Nunca fui disso, na verdade. Não sei porque me apavorava tanto a ideia de estar no silêncio do meu pequeno apartamento, ouvindo os meus pensamentos, relaxando até finalmente pegar no sono.

Talvez uma parte minha — uma parte que eu nunca tinha visto antes — estivesse escondida no fundo da minha mente e agora quisesse aparecer para trazer à tona os traumas que abafei durante a vida inteira.

Porém eu não queria ser refém das mazelas que me aconteceram. Eu não estava disposta a perder a cabeça. Prometi a mim mesma que seria firme quando saísse do orfanato, que provaria a todos que eu não era o que pensavam sobre mim.

E não posso sair da minha meta. Sou mais forte do que isso.

O único problema era que... algo estava errado naquela noite.

Eu dispensei o jantar e me enrosquei nos lençóis ainda muito cedo. Cobri até a cabeça e me afundei no colchão, deixando todas as luzes acesas. Contudo, por mais confiante que eu me sentisse, isso não impediu que um sonho muito estranho me alcançasse rapidamente.

Devo ter tentado abafar meus gritos com o travesseiro, mas ainda despertei com o corpo todo trêmulo e com gotas de suor pela testa inteira. O meu cabelo grudava na minha nuca e o meu coração parecia prestes a sair pela boca. E não importava o quanto eu tentasse dormir depois, a mesma imagem me surgia; cada vez mais nítida.

Só quando a luz fraca da manhã se infiltrou pela névoa do outro lado da janela foi que tive coragem o suficiente para afastar os lençóis e fitar o mundo ao meu redor, entretanto, optei por não me mover tanto. Porque por mais que eu tentasse afugentar aquele sonho dos meus pensamentos, ele persistia, claro como a água cristalina do lago que ficava perto da floresta.

Era óbvio que eu estava completamente impressionada pela história do lobo do outro dia, porque apesar de tudo o que tinha acontecido com o motoqueiro maluco, foi o maldito lobo que surgiu no pesadelo.

E dessa vez eu não o via no meio da rua.
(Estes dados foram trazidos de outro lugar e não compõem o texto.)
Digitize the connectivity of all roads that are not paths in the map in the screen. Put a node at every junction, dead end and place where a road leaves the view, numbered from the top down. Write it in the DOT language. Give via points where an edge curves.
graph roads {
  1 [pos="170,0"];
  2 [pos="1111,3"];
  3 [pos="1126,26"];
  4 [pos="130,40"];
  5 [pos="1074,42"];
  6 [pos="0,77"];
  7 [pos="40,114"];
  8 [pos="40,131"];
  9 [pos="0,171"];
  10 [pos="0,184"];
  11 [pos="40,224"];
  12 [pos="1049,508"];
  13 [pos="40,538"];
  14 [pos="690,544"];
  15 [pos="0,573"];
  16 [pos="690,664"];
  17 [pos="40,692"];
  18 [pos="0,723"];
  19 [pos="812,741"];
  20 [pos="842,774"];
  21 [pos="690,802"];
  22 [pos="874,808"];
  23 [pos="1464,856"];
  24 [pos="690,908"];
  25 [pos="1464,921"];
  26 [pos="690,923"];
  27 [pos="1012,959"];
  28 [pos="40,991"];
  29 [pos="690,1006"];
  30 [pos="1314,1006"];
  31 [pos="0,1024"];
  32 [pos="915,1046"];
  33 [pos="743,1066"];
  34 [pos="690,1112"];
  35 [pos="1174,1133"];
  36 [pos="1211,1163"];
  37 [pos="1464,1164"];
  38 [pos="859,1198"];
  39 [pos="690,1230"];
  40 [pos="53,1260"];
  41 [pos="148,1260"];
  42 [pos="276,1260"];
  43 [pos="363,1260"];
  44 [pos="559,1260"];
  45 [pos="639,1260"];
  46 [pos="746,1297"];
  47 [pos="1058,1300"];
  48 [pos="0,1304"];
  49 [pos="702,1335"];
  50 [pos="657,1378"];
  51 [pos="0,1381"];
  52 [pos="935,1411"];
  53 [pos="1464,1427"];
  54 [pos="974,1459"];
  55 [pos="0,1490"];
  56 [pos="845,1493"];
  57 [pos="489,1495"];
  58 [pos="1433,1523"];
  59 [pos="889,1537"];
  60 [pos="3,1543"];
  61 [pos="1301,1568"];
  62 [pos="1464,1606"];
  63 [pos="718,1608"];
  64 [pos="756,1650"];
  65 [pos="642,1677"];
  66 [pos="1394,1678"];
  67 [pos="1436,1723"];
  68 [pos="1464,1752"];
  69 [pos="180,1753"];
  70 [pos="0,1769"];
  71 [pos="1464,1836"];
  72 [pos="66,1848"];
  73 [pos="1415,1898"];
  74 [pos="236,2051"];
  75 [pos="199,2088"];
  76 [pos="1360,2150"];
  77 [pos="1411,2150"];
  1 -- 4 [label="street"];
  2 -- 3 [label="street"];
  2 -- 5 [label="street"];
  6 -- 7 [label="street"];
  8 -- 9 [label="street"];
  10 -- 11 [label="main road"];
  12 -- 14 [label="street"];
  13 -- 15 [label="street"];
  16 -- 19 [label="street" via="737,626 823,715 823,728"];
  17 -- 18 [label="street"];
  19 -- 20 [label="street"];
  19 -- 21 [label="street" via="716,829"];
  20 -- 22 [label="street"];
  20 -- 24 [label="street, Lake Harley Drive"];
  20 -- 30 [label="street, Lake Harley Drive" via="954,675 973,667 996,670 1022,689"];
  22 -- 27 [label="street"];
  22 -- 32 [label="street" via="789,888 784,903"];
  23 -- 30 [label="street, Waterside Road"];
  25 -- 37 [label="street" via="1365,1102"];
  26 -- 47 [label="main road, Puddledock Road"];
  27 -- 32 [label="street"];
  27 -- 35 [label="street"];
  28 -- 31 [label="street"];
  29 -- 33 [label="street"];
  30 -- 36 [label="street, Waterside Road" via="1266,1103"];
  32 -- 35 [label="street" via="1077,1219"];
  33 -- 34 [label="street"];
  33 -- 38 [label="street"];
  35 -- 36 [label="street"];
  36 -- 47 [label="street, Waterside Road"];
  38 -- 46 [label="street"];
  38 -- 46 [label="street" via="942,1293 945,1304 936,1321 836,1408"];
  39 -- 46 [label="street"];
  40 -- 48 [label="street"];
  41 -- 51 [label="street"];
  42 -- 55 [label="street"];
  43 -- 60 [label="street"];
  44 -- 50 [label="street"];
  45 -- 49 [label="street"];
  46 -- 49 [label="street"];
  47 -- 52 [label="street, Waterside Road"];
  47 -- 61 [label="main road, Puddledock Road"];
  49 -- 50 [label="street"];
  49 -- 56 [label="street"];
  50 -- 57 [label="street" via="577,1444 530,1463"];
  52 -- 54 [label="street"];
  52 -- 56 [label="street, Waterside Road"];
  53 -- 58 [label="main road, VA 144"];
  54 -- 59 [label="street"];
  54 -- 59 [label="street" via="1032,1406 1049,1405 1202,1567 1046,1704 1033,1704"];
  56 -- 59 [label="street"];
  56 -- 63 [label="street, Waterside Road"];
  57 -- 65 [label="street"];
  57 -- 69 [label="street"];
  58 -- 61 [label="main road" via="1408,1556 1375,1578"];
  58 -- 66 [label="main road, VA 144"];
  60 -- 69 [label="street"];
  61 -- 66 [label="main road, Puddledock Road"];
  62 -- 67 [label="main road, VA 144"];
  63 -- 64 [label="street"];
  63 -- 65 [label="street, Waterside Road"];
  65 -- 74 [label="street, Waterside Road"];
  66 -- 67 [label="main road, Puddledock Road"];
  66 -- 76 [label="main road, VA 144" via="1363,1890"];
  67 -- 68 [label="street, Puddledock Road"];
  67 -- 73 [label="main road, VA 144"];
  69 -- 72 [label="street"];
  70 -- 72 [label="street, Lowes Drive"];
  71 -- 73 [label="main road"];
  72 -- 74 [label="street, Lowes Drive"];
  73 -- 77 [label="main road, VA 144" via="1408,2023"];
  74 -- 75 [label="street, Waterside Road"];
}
No sonho nós estávamos no meio de uma mata que eu sinceramente não conhecia, mas que tinha árvores tão grandes e floridas que suas copas impediam que o sol adentrasse, deixando tudo muito sombrio a nossa volta.

Lembro-me de sentir um calafrio e depois uma quentura quase insuportável, e então, quando me virei, lá estava ele.
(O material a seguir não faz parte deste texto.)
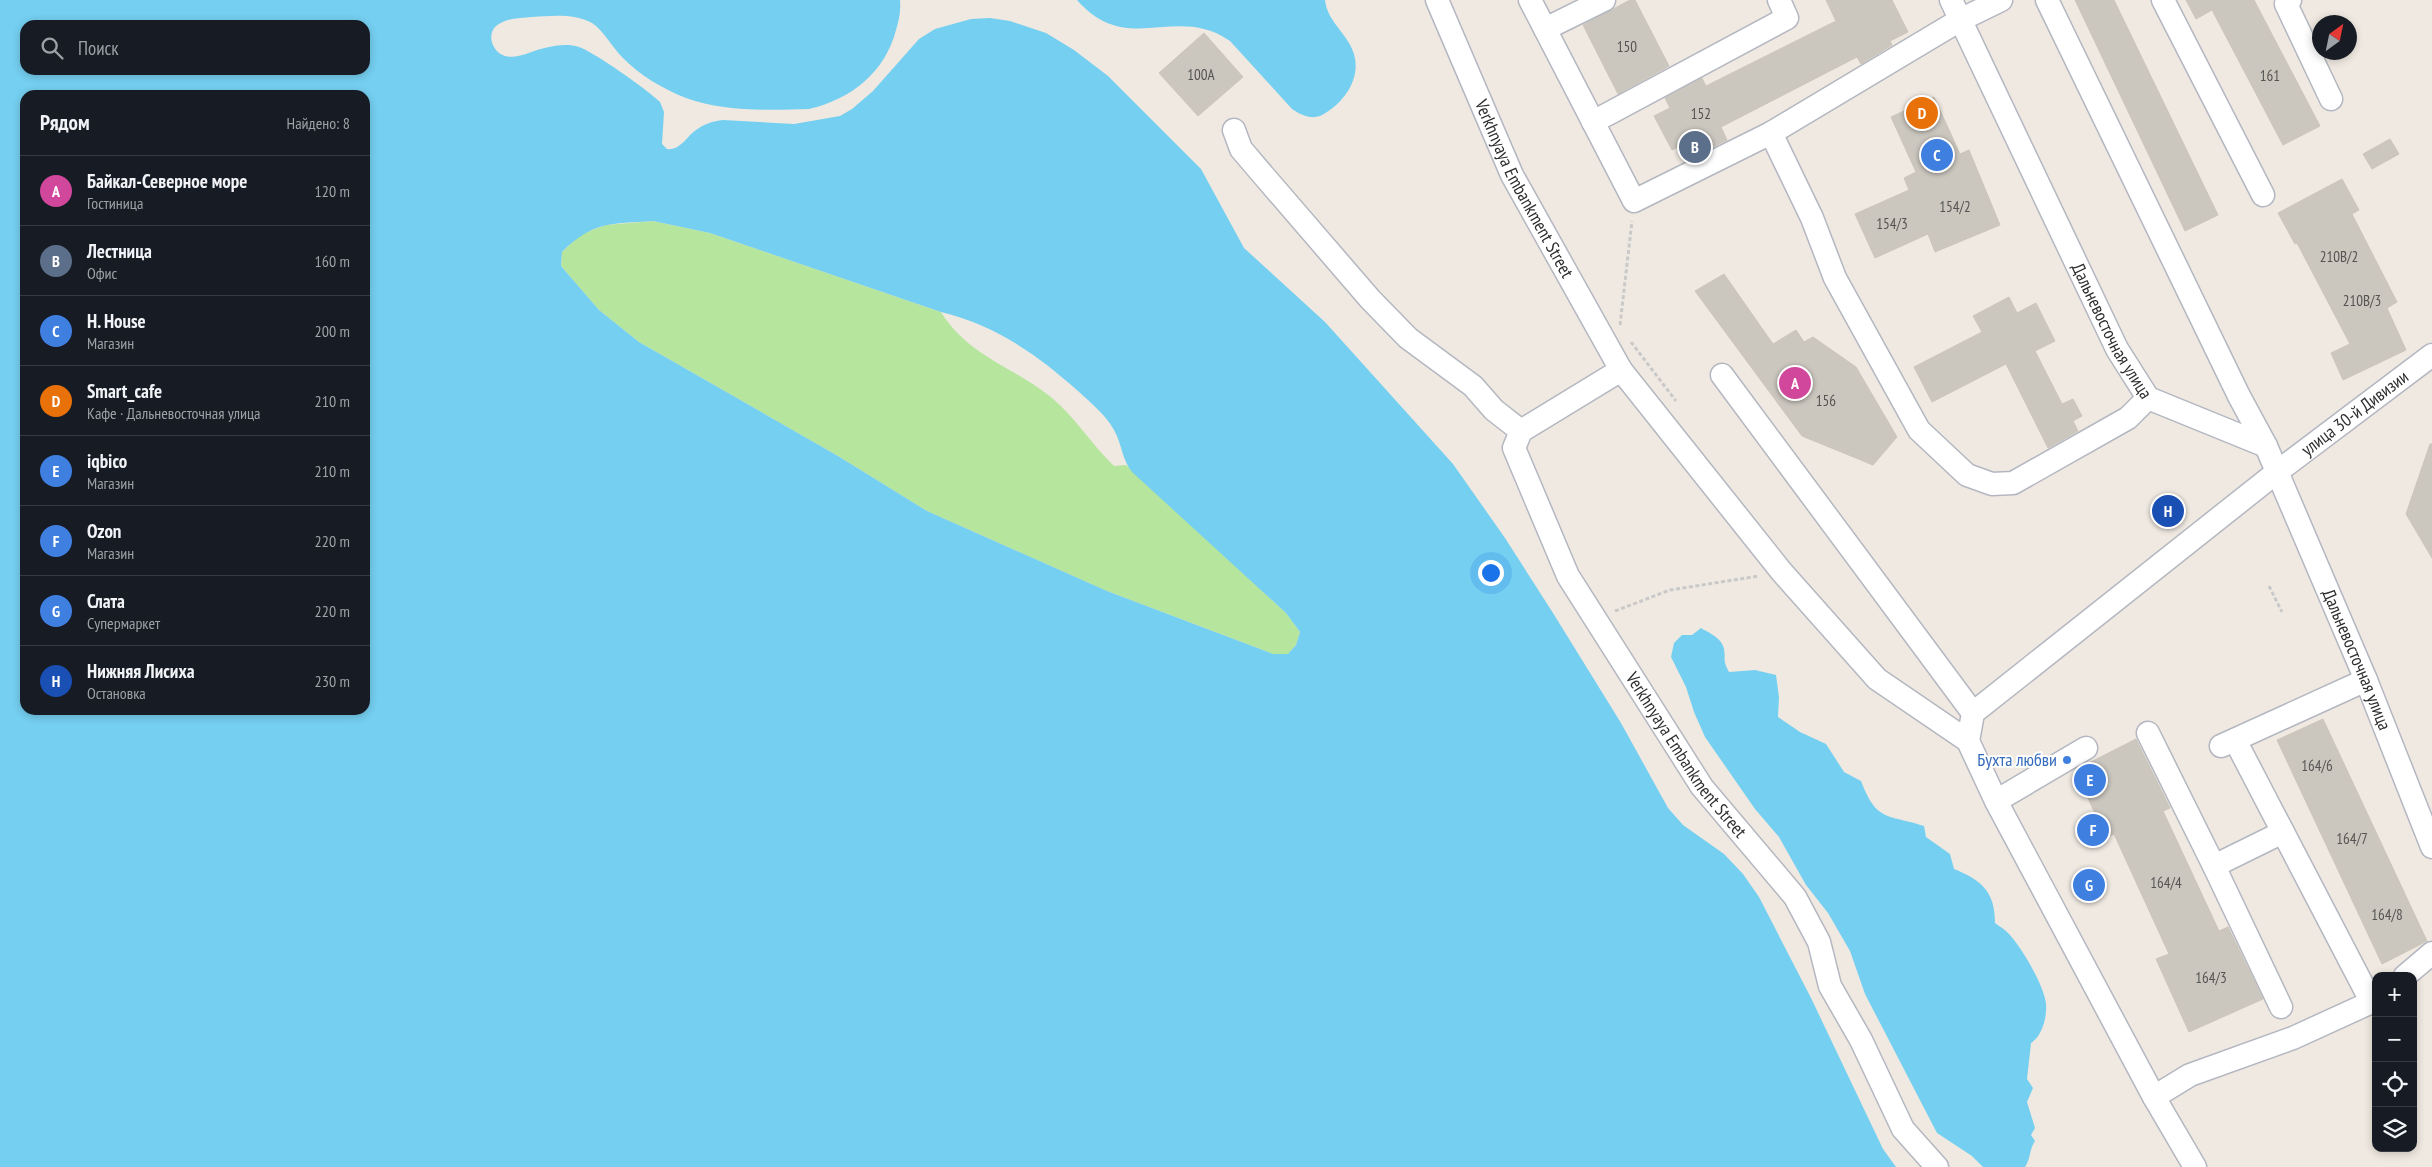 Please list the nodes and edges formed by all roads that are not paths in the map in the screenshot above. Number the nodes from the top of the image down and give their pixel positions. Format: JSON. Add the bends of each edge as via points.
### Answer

Seus olhos me lembravam dois sóis. Dois sóis que ao mesmo tempo que queimavam também pareciam pedras brutas. Era um olhar hostil, intenso e cheio de segredos que ele jamais me contaria.

Assustada, eu cambaleei para trás e meus pés se enroscaram nas raízes altas, daí eu cai, esbarrando com as costas no tronco de uma árvore, batendo forte com a cabeça.
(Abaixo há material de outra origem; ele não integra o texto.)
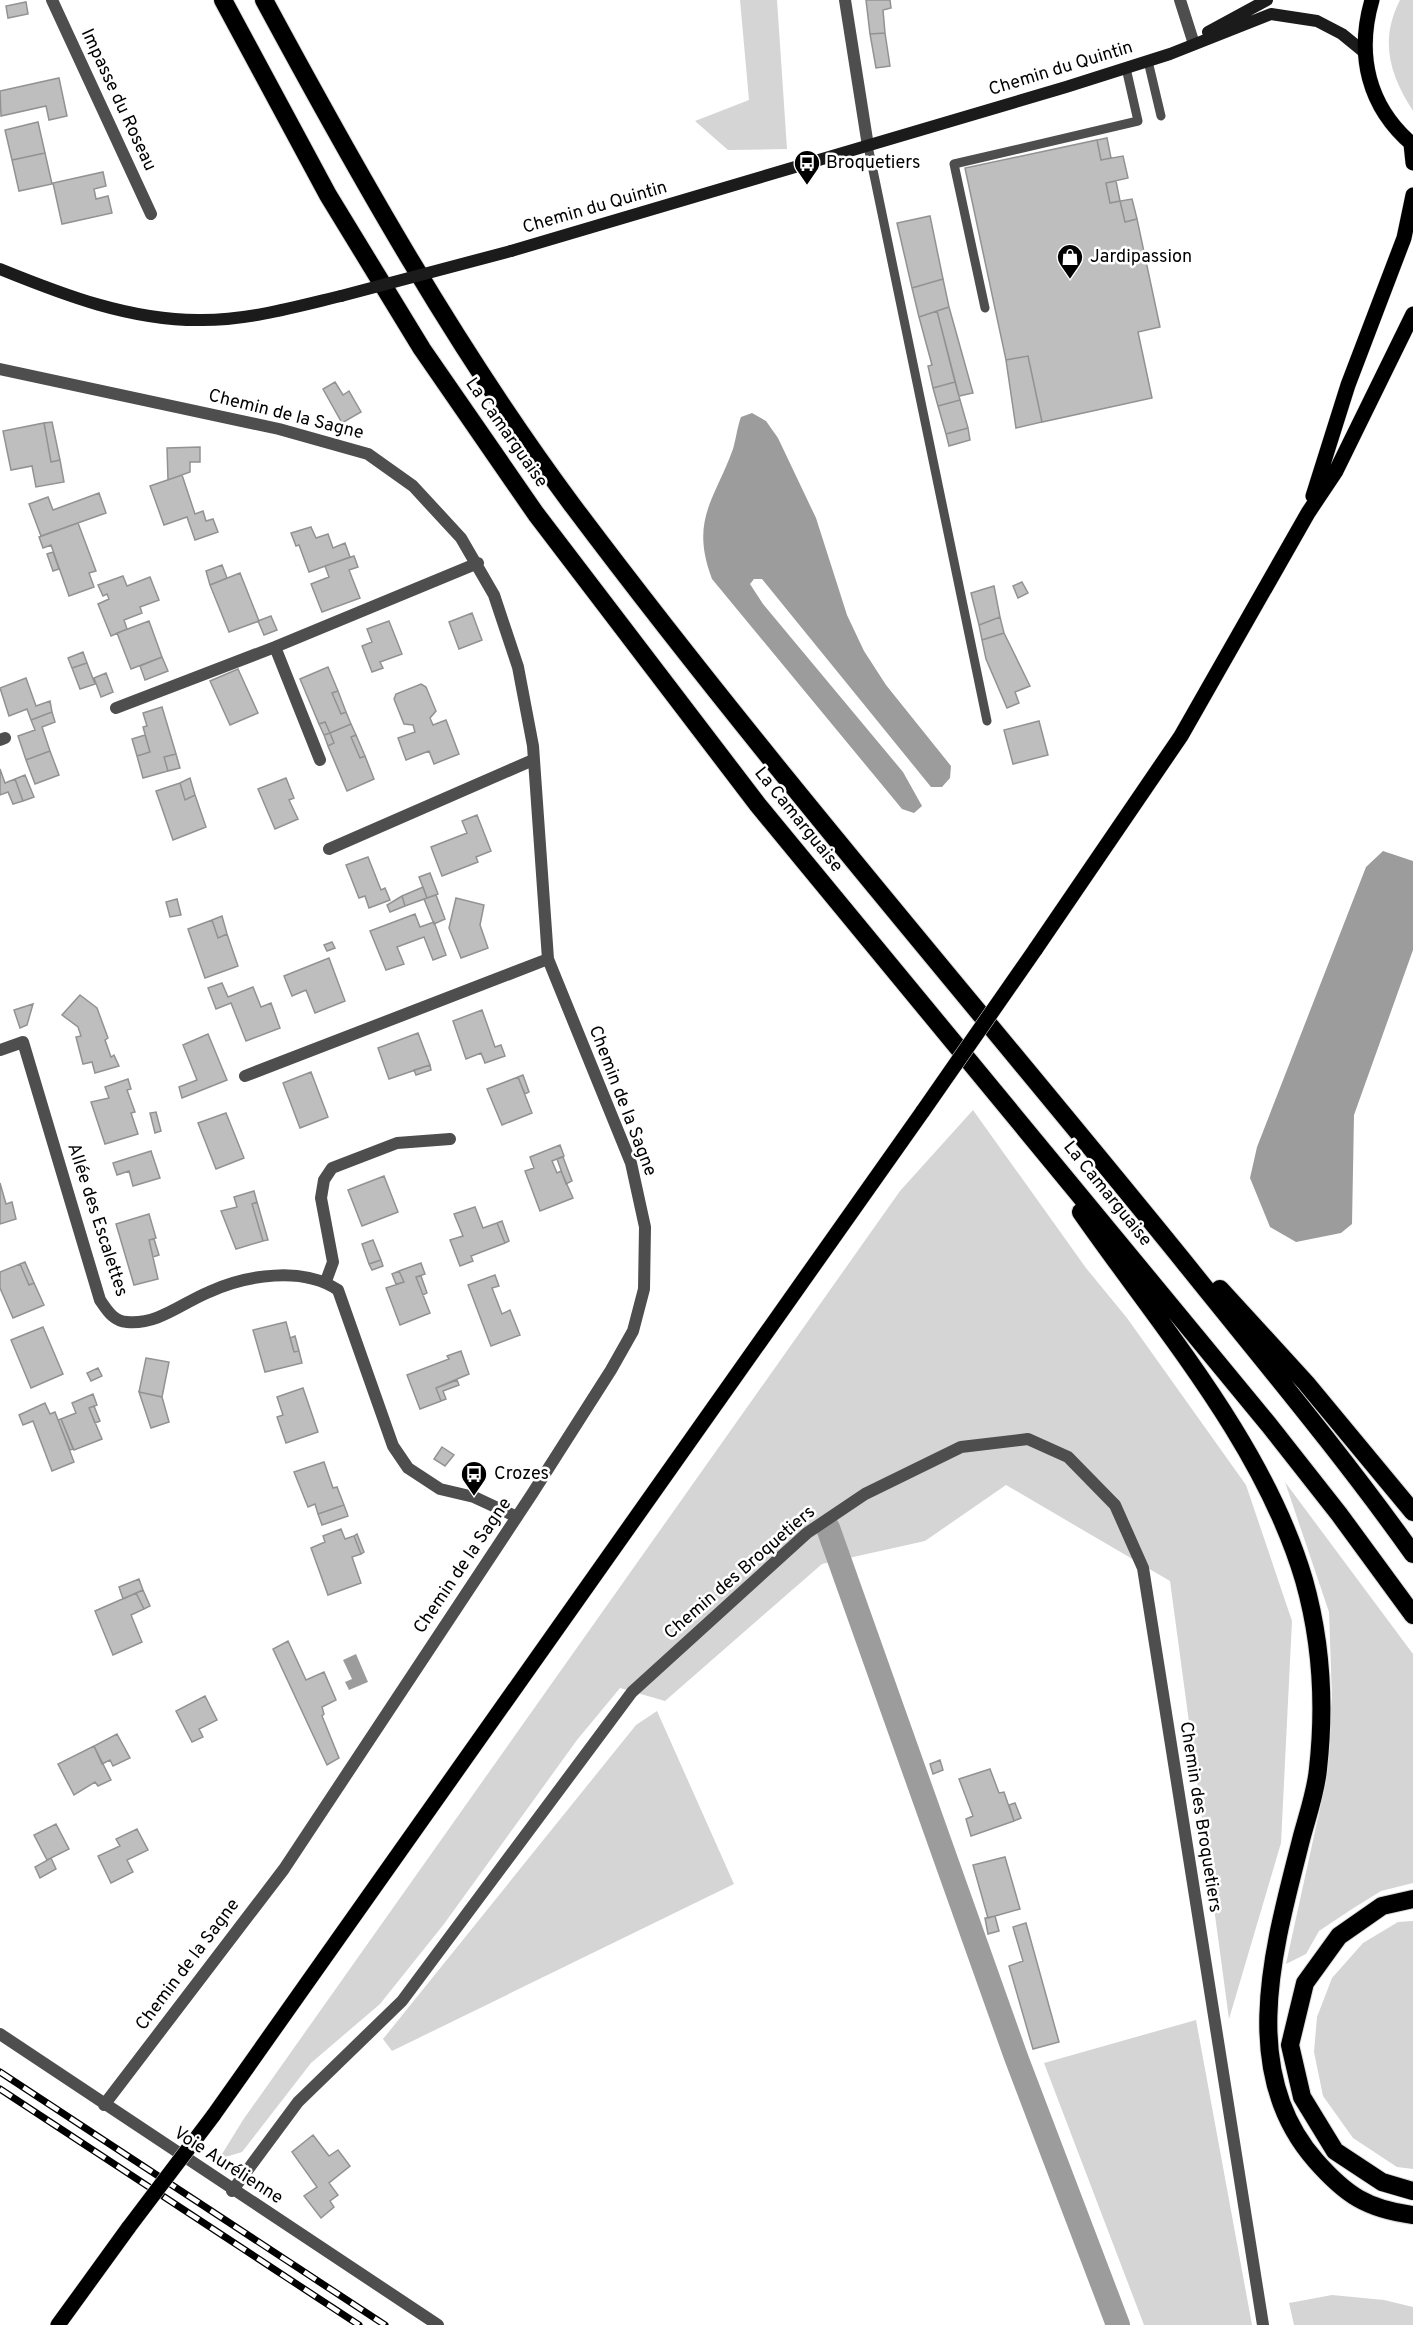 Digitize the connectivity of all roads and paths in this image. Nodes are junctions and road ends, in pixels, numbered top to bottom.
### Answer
1 (52, 0) edge
2 (223, 0) edge
3 (264, 0) edge
4 (845, 0) edge
5 (1180, 0) edge
6 (1267, 0) edge
7 (1372, 0) edge
8 (1194, 44) junction
9 (1364, 52) junction
10 (1148, 61) junction
11 (1126, 68) junction
12 (1161, 116) dead end
13 (1412, 144) edge
14 (868, 146) junction
15 (1413, 163) edge
16 (1413, 195) edge
17 (151, 214) dead end
18 (0, 269) edge
19 (985, 308) dead end
20 (1413, 314) edge
21 (0, 369) edge
22 (1308, 513) junction
23 (478, 563) junction
24 (274, 647) junction
25 (116, 708) dead end
26 (987, 721) dead end
27 (320, 760) dead end
28 (533, 760) junction
29 (329, 849) dead end
30 (548, 959) junction
31 (0, 1050) edge
32 (245, 1076) dead end
33 (1005, 1103) junction
34 (450, 1139) dead end
35 (1091, 1147) junction
36 (326, 1281) junction
37 (1413, 1512) edge
38 (517, 1517) junction
39 (1413, 1554) edge
40 (1413, 1615) edge
41 (1413, 1899) edge
42 (0, 2034) edge
43 (104, 2105) junction
44 (232, 2191) junction
45 (1413, 2191) edge
46 (1413, 2215) edge
47 (58, 2325) edge
48 (438, 2325) edge
49 (1263, 2325) edge

1 - 17 street, Impasse du Roseau
2 - 33 highway, La Camarguaise
3 - 35 highway, La Camarguaise
4 - 14 street
5 - 8 street
6 - 8 street, Chemin du Quintin
7 - 9 main road
8 - 9 street, Chemin du Quintin
8 - 10 street, Chemin du Quintin
9 - 13 main road
10 - 11 street, Chemin du Quintin
10 - 12 lane
11 - 14 street, Chemin du Quintin
11 - 19 lane
13 - 15 main road
14 - 18 street, Chemin du Quintin, bridge
14 - 26 lane
16 - 22 main road
20 - 22 main road
21 - 23 street, Chemin de la Sagne
22 - 47 main road, bridge
23 - 24 street
23 - 28 street, Chemin de la Sagne
24 - 25 street
24 - 27 street
28 - 29 street
28 - 30 street, Chemin de la Sagne
30 - 32 street
30 - 38 street, Chemin de la Sagne
31 - 36 street, Allée des Escalettes
33 - 40 highway, La Camarguaise
33 - 46 highway
34 - 36 street
35 - 37 highway
35 - 39 highway, La Camarguaise
36 - 38 street
38 - 43 street, Chemin de la Sagne
41 - 45 highway
42 - 43 street, Voie Aurélienne
43 - 44 street, Voie Aurélienne
44 - 48 street, Voie Aurélienne
44 - 49 street, Chemin des Broquetiers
O lobo não pareceu se compadecer da minha dor. Ele continuou avançando sobre mim. Suas presas estavam expostas, famintas. Eu sabia o que ele queria, algo me dizia que não daria para fugir, dava para apalpar sua ânsia de me ferir... Não parecia existir uma saída.

Ele farejava o meu medo e de algum lugar da mata alguém deu uma risadinha. Uma risada cheia de significados.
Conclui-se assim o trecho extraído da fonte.